SOURCE DATA:
=== Begin Enclosure ===

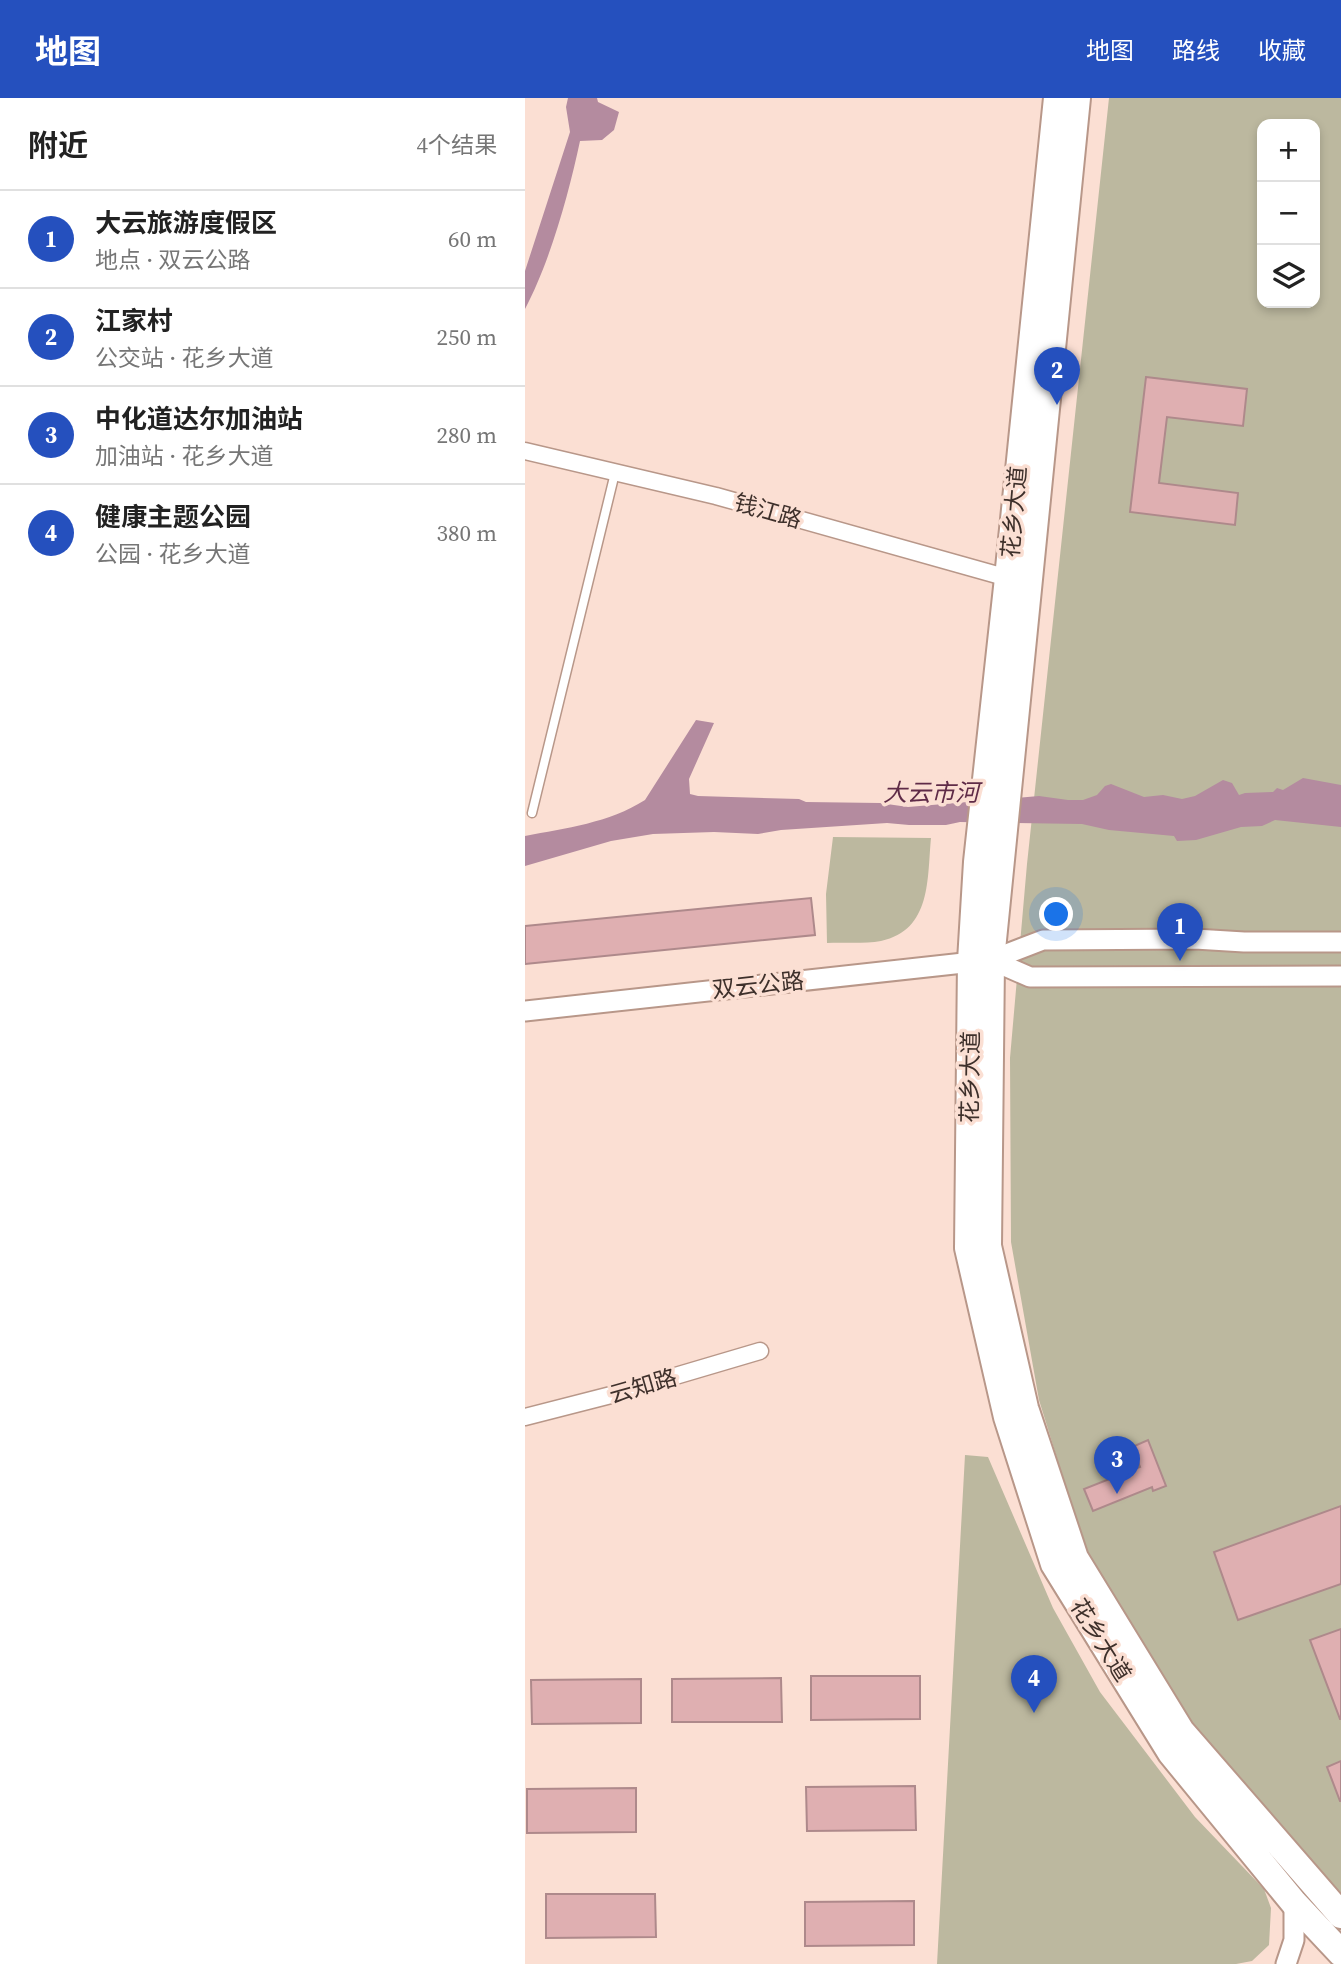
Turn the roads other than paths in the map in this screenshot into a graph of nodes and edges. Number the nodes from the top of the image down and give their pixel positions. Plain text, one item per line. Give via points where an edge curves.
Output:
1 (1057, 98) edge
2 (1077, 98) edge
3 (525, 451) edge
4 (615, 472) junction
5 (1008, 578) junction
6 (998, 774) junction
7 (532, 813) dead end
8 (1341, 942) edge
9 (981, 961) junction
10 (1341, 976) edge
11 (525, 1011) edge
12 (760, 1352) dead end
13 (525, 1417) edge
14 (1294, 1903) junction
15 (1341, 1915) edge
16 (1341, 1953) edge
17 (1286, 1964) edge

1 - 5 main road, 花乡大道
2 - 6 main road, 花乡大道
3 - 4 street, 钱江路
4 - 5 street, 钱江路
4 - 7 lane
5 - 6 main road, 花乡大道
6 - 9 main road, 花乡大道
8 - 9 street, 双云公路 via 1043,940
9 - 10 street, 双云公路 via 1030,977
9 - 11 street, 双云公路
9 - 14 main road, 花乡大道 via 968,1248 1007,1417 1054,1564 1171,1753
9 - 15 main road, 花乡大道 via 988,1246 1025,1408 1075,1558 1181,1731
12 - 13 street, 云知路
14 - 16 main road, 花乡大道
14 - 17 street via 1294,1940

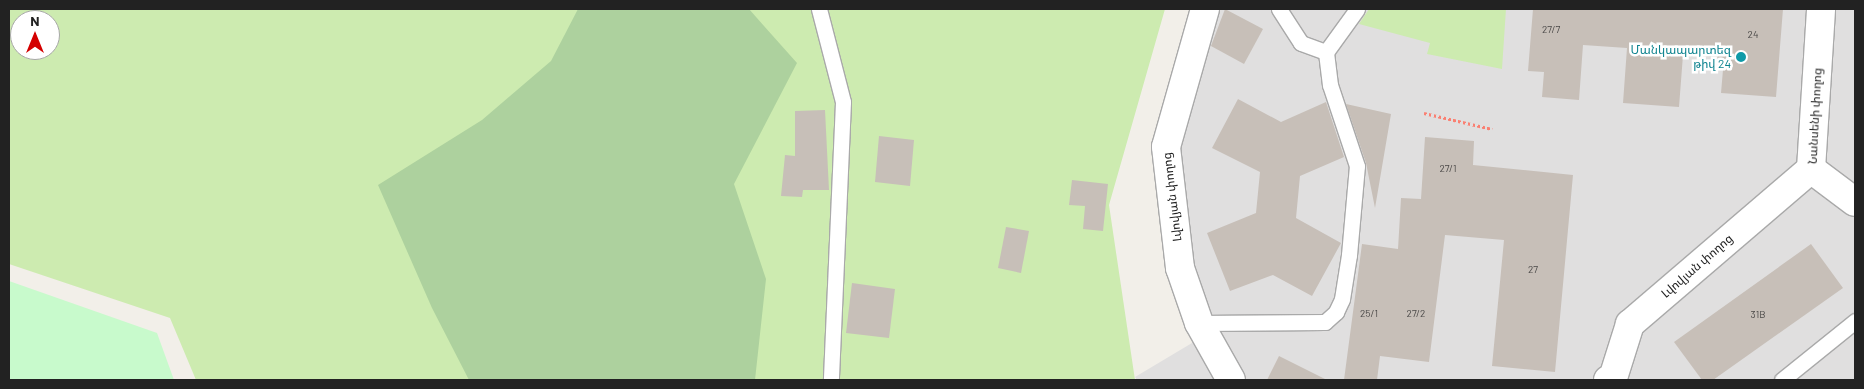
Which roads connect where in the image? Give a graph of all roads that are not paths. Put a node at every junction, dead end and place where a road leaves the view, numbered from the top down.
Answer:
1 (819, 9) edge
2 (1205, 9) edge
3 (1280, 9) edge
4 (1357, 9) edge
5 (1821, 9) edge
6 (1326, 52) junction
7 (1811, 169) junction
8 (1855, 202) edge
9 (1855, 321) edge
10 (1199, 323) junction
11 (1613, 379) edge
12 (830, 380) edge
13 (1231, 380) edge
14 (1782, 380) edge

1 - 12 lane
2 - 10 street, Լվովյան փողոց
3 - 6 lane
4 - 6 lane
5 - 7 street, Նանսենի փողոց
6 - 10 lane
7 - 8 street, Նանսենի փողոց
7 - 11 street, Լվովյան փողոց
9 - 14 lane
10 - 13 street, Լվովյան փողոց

=== End Enclosure ===

TASK DESCRIPTION:
Repeat the listing exactly; do not print any picture.

WRITTEN ANSWER:
Turn the roads other than paths in the map in this screenshot into a graph of nodes and edges. Number the nodes from the top of the image down and give their pixel positions. Plain text, one item per line. Give via points where an edge curves.
Output:
1 (1057, 98) edge
2 (1077, 98) edge
3 (525, 451) edge
4 (615, 472) junction
5 (1008, 578) junction
6 (998, 774) junction
7 (532, 813) dead end
8 (1341, 942) edge
9 (981, 961) junction
10 (1341, 976) edge
11 (525, 1011) edge
12 (760, 1352) dead end
13 (525, 1417) edge
14 (1294, 1903) junction
15 (1341, 1915) edge
16 (1341, 1953) edge
17 (1286, 1964) edge

1 - 5 main road, 花乡大道
2 - 6 main road, 花乡大道
3 - 4 street, 钱江路
4 - 5 street, 钱江路
4 - 7 lane
5 - 6 main road, 花乡大道
6 - 9 main road, 花乡大道
8 - 9 street, 双云公路 via 1043,940
9 - 10 street, 双云公路 via 1030,977
9 - 11 street, 双云公路
9 - 14 main road, 花乡大道 via 968,1248 1007,1417 1054,1564 1171,1753
9 - 15 main road, 花乡大道 via 988,1246 1025,1408 1075,1558 1181,1731
12 - 13 street, 云知路
14 - 16 main road, 花乡大道
14 - 17 street via 1294,1940

Which roads connect where in the image? Give a graph of all roads that are not paths. Put a node at every junction, dead end and place where a road leaves the view, numbered from the top down.
Answer:
1 (819, 9) edge
2 (1205, 9) edge
3 (1280, 9) edge
4 (1357, 9) edge
5 (1821, 9) edge
6 (1326, 52) junction
7 (1811, 169) junction
8 (1855, 202) edge
9 (1855, 321) edge
10 (1199, 323) junction
11 (1613, 379) edge
12 (830, 380) edge
13 (1231, 380) edge
14 (1782, 380) edge

1 - 12 lane
2 - 10 street, Լվովյան փողոց
3 - 6 lane
4 - 6 lane
5 - 7 street, Նանսենի փողոց
6 - 10 lane
7 - 8 street, Նանսենի փողոց
7 - 11 street, Լվովյան փողոց
9 - 14 lane
10 - 13 street, Լվովյան փողոց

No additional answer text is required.